_Given entries:_
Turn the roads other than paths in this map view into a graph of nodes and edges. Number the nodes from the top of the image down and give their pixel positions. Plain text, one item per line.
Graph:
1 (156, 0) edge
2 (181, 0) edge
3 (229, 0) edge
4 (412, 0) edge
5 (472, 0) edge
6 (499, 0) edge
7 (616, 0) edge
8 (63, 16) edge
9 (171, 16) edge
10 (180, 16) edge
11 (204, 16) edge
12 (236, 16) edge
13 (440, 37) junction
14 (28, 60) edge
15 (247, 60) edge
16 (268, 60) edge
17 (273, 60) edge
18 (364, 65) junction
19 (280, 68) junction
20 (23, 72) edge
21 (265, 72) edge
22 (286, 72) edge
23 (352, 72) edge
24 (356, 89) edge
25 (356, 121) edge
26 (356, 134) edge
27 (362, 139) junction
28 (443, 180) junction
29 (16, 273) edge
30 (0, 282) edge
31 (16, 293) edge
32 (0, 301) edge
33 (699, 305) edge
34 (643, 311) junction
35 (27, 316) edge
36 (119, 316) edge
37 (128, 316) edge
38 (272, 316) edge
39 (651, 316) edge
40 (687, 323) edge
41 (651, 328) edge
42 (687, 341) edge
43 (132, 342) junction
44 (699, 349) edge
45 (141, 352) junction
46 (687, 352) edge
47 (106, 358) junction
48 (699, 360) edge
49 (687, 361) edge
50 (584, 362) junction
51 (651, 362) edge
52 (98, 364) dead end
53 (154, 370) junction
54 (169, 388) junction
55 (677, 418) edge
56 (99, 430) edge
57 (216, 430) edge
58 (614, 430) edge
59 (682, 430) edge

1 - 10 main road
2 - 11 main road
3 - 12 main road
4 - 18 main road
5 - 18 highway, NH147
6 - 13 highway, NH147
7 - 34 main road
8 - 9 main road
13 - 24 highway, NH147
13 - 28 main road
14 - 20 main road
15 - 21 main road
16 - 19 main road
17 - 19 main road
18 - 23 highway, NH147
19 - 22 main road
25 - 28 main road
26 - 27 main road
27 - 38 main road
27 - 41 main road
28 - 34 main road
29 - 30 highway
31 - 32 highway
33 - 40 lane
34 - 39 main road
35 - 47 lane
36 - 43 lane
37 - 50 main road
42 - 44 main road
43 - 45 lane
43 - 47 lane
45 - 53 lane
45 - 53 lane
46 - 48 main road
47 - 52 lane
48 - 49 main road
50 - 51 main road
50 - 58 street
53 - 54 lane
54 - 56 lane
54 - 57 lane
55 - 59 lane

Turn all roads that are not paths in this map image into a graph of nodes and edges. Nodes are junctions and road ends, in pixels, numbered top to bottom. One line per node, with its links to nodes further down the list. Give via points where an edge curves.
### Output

_What the task asks:_ Would it be possible to reproduce all the entries exactly as they appear above?

_Your solution:_
Turn the roads other than paths in this map view into a graph of nodes and edges. Number the nodes from the top of the image down and give their pixel positions. Plain text, one item per line.
Graph:
1 (156, 0) edge
2 (181, 0) edge
3 (229, 0) edge
4 (412, 0) edge
5 (472, 0) edge
6 (499, 0) edge
7 (616, 0) edge
8 (63, 16) edge
9 (171, 16) edge
10 (180, 16) edge
11 (204, 16) edge
12 (236, 16) edge
13 (440, 37) junction
14 (28, 60) edge
15 (247, 60) edge
16 (268, 60) edge
17 (273, 60) edge
18 (364, 65) junction
19 (280, 68) junction
20 (23, 72) edge
21 (265, 72) edge
22 (286, 72) edge
23 (352, 72) edge
24 (356, 89) edge
25 (356, 121) edge
26 (356, 134) edge
27 (362, 139) junction
28 (443, 180) junction
29 (16, 273) edge
30 (0, 282) edge
31 (16, 293) edge
32 (0, 301) edge
33 (699, 305) edge
34 (643, 311) junction
35 (27, 316) edge
36 (119, 316) edge
37 (128, 316) edge
38 (272, 316) edge
39 (651, 316) edge
40 (687, 323) edge
41 (651, 328) edge
42 (687, 341) edge
43 (132, 342) junction
44 (699, 349) edge
45 (141, 352) junction
46 (687, 352) edge
47 (106, 358) junction
48 (699, 360) edge
49 (687, 361) edge
50 (584, 362) junction
51 (651, 362) edge
52 (98, 364) dead end
53 (154, 370) junction
54 (169, 388) junction
55 (677, 418) edge
56 (99, 430) edge
57 (216, 430) edge
58 (614, 430) edge
59 (682, 430) edge

1 - 10 main road
2 - 11 main road
3 - 12 main road
4 - 18 main road
5 - 18 highway, NH147
6 - 13 highway, NH147
7 - 34 main road
8 - 9 main road
13 - 24 highway, NH147
13 - 28 main road
14 - 20 main road
15 - 21 main road
16 - 19 main road
17 - 19 main road
18 - 23 highway, NH147
19 - 22 main road
25 - 28 main road
26 - 27 main road
27 - 38 main road
27 - 41 main road
28 - 34 main road
29 - 30 highway
31 - 32 highway
33 - 40 lane
34 - 39 main road
35 - 47 lane
36 - 43 lane
37 - 50 main road
42 - 44 main road
43 - 45 lane
43 - 47 lane
45 - 53 lane
45 - 53 lane
46 - 48 main road
47 - 52 lane
48 - 49 main road
50 - 51 main road
50 - 58 street
53 - 54 lane
54 - 56 lane
54 - 57 lane
55 - 59 lane

Turn all roads that are not paths in this map image into a graph of nodes and edges. Nodes are junctions and road ends, in pixels, numbered top to bottom. One line per node, with its links to nodes further down the list. Give via points where an edge curves.
### Output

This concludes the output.